- From: Garrett Smith <dhtmlkitchen@gmail.com>
- Date: Sat, 15 Sep 2007 13:41:29 -0700
- To: public-webapi@w3.org
http://www.w3.org/TR/progress-events/#Using The example loads an image, and then subscribes to progress events: function showImage(imageHref) { var image = document.getElementById('myImage'); image.setAttributeNS(xlinkNS, "href", imageHref); image.addEventListener("progress",imageLoadProgress,false); image.addEventListener("load",imageLoadComplete,false); } I'm not familiar with xlink, but if it causes the userAgent to synchronously request a resource, the imageLoadProgress won't get events. It seems like it would be necessary to first abort any call, then add listeners: // tab-width: 7 function showImage(imageHref) { var image = document.getElementById('myImage'); // Pretend we have an "abort()" method that stops loading.
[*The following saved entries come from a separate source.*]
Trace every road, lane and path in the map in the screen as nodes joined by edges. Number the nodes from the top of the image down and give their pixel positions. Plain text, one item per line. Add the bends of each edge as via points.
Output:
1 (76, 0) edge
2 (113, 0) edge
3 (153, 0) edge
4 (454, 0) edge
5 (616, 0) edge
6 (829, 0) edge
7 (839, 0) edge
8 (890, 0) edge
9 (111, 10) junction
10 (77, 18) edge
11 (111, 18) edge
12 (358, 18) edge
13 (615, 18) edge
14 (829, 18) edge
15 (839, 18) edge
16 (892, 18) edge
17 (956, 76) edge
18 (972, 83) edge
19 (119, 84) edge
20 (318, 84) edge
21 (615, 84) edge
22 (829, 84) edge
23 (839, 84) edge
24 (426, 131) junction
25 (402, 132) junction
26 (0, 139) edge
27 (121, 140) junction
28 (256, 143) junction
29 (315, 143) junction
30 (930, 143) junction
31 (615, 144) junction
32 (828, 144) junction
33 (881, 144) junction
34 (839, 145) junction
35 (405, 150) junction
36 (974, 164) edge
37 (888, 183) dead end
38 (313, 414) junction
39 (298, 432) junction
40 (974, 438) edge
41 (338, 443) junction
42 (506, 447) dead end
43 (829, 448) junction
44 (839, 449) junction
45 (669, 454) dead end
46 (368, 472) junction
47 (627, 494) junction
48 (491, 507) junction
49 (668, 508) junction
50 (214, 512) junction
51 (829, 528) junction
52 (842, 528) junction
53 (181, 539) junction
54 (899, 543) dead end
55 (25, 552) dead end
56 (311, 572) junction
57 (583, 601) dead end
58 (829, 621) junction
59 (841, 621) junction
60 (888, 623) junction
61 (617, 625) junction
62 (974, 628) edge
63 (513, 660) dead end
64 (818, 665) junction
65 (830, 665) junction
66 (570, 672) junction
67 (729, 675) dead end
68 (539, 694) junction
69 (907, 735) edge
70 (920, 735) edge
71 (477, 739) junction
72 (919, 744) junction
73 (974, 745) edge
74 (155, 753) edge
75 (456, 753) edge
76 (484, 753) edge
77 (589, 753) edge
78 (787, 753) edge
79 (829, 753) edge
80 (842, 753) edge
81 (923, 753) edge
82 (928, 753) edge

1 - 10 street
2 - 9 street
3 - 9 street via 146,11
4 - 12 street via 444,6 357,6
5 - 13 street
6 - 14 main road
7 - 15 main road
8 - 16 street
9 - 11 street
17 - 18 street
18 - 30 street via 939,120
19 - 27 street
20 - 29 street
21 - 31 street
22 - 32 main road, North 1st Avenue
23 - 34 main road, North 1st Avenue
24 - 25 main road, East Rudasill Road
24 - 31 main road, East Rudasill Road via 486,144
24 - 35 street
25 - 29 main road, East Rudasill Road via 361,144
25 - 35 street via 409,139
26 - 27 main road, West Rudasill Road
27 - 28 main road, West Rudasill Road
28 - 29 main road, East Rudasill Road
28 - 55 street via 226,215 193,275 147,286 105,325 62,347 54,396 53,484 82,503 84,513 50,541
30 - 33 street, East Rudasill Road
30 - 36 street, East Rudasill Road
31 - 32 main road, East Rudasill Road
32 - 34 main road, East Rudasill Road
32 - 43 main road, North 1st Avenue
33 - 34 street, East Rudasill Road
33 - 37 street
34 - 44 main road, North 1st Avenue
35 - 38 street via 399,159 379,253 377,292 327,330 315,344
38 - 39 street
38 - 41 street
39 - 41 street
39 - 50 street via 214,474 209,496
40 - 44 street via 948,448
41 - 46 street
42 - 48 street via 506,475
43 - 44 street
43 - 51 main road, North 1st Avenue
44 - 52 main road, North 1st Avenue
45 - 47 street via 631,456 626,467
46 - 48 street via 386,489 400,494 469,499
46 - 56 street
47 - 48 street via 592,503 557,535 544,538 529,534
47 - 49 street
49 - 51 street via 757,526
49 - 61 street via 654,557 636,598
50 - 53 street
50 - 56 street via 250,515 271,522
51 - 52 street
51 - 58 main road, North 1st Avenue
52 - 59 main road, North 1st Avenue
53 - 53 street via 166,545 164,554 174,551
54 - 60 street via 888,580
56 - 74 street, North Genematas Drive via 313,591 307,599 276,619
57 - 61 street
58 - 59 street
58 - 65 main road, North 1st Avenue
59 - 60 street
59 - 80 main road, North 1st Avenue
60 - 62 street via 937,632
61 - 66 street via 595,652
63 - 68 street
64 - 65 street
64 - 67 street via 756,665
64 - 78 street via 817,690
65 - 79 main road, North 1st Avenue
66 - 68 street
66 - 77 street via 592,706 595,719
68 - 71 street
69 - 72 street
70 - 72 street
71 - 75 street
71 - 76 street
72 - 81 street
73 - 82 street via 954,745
Removing the href attribute // won't stop the load request. image.abort(); image.addEventListener("progress",imageLoadProgress,false); image.addEventListener("load",imageLoadComplete,false); // Set the href attribute to kick off a synchronous req. image.setAttributeNS(xlinkNS, "href", imageHref); } Is this correct. Garrett -- Programming is a collaborative art.